== Segment start ==

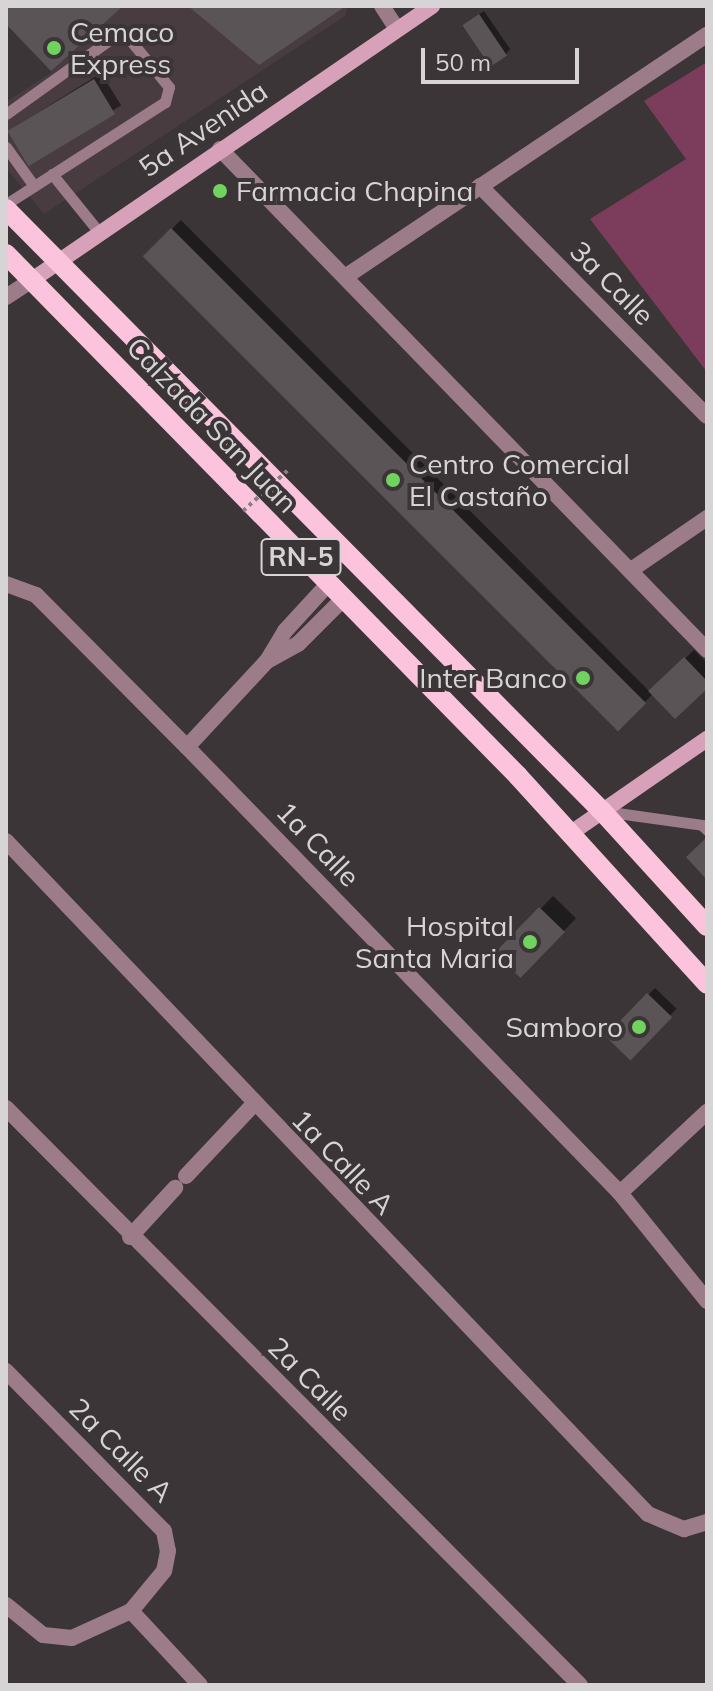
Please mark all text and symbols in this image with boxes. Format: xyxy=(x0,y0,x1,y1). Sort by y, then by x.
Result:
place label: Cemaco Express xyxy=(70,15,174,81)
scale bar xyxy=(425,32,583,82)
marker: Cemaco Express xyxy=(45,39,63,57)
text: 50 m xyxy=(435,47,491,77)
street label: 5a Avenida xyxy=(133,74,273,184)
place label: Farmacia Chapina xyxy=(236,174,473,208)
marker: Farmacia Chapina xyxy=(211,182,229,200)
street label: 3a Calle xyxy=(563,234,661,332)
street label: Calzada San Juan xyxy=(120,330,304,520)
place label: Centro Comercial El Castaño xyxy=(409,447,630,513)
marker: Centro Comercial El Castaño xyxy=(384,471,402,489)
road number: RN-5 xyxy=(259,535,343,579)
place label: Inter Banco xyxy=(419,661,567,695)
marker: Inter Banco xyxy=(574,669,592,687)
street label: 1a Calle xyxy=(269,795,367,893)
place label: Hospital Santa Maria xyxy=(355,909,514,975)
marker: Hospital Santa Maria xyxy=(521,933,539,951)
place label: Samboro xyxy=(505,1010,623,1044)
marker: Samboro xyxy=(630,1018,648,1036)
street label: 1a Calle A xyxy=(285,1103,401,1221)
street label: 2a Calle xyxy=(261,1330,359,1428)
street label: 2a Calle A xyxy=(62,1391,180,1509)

== Segment end ==
== Segment start ==

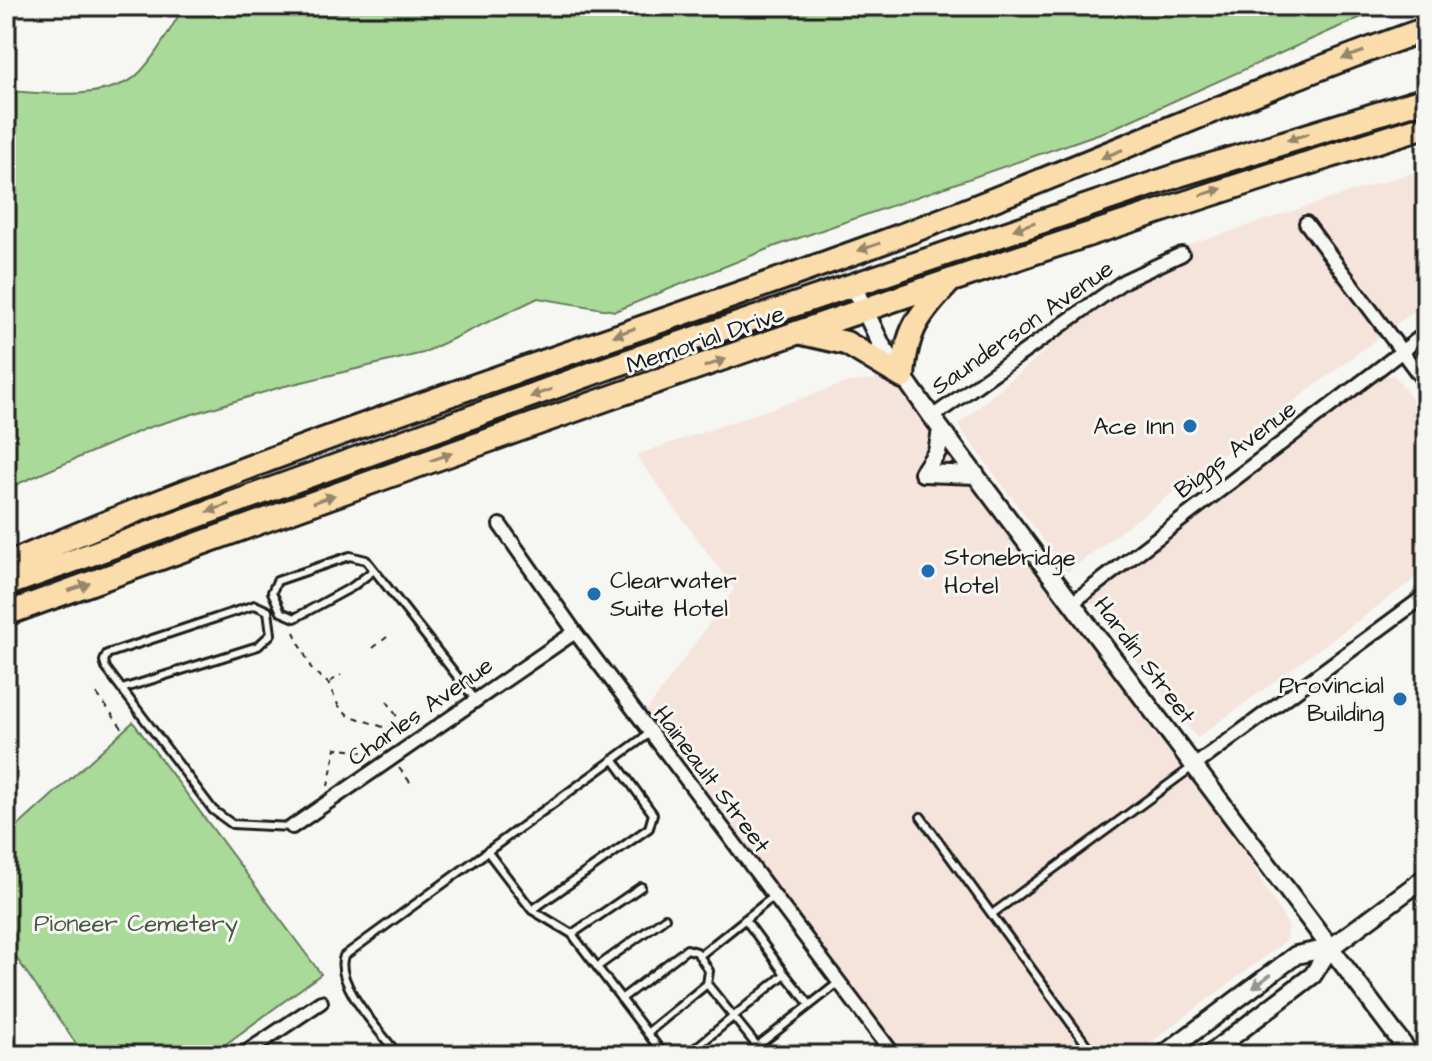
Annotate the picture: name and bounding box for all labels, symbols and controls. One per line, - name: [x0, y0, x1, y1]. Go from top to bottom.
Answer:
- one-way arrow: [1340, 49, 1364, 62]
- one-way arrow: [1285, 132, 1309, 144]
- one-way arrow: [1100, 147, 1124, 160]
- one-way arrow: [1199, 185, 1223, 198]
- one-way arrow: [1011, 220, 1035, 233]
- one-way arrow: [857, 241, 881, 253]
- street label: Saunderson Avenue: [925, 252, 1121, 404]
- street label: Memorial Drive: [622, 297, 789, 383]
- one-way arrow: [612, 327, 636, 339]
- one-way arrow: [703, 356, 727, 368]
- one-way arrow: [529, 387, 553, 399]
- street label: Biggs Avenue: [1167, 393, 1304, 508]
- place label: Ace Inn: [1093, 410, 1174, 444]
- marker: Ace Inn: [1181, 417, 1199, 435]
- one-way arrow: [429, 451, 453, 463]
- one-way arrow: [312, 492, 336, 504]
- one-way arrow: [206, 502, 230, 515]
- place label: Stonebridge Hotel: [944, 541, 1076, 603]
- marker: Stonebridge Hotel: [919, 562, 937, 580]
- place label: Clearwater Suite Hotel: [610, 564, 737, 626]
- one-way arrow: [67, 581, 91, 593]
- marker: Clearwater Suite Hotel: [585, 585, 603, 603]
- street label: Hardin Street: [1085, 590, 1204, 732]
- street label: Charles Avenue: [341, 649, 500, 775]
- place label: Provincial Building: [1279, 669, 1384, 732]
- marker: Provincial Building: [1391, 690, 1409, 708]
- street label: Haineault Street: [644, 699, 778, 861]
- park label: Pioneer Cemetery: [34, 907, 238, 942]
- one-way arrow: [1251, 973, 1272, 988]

== Segment end ==

Exercise requirements:
Check every line of the records, and copy the ones that hold the word "place".

Solution for this exercise:
place label: Cemaco Express xyxy=(70,15,174,81)
place label: Farmacia Chapina xyxy=(236,174,473,208)
place label: Centro Comercial El Castaño xyxy=(409,447,630,513)
place label: Inter Banco xyxy=(419,661,567,695)
place label: Hospital Santa Maria xyxy=(355,909,514,975)
place label: Samboro xyxy=(505,1010,623,1044)
- place label: Ace Inn: [1093, 410, 1174, 444]
- place label: Stonebridge Hotel: [944, 541, 1076, 603]
- place label: Clearwater Suite Hotel: [610, 564, 737, 626]
- place label: Provincial Building: [1279, 669, 1384, 732]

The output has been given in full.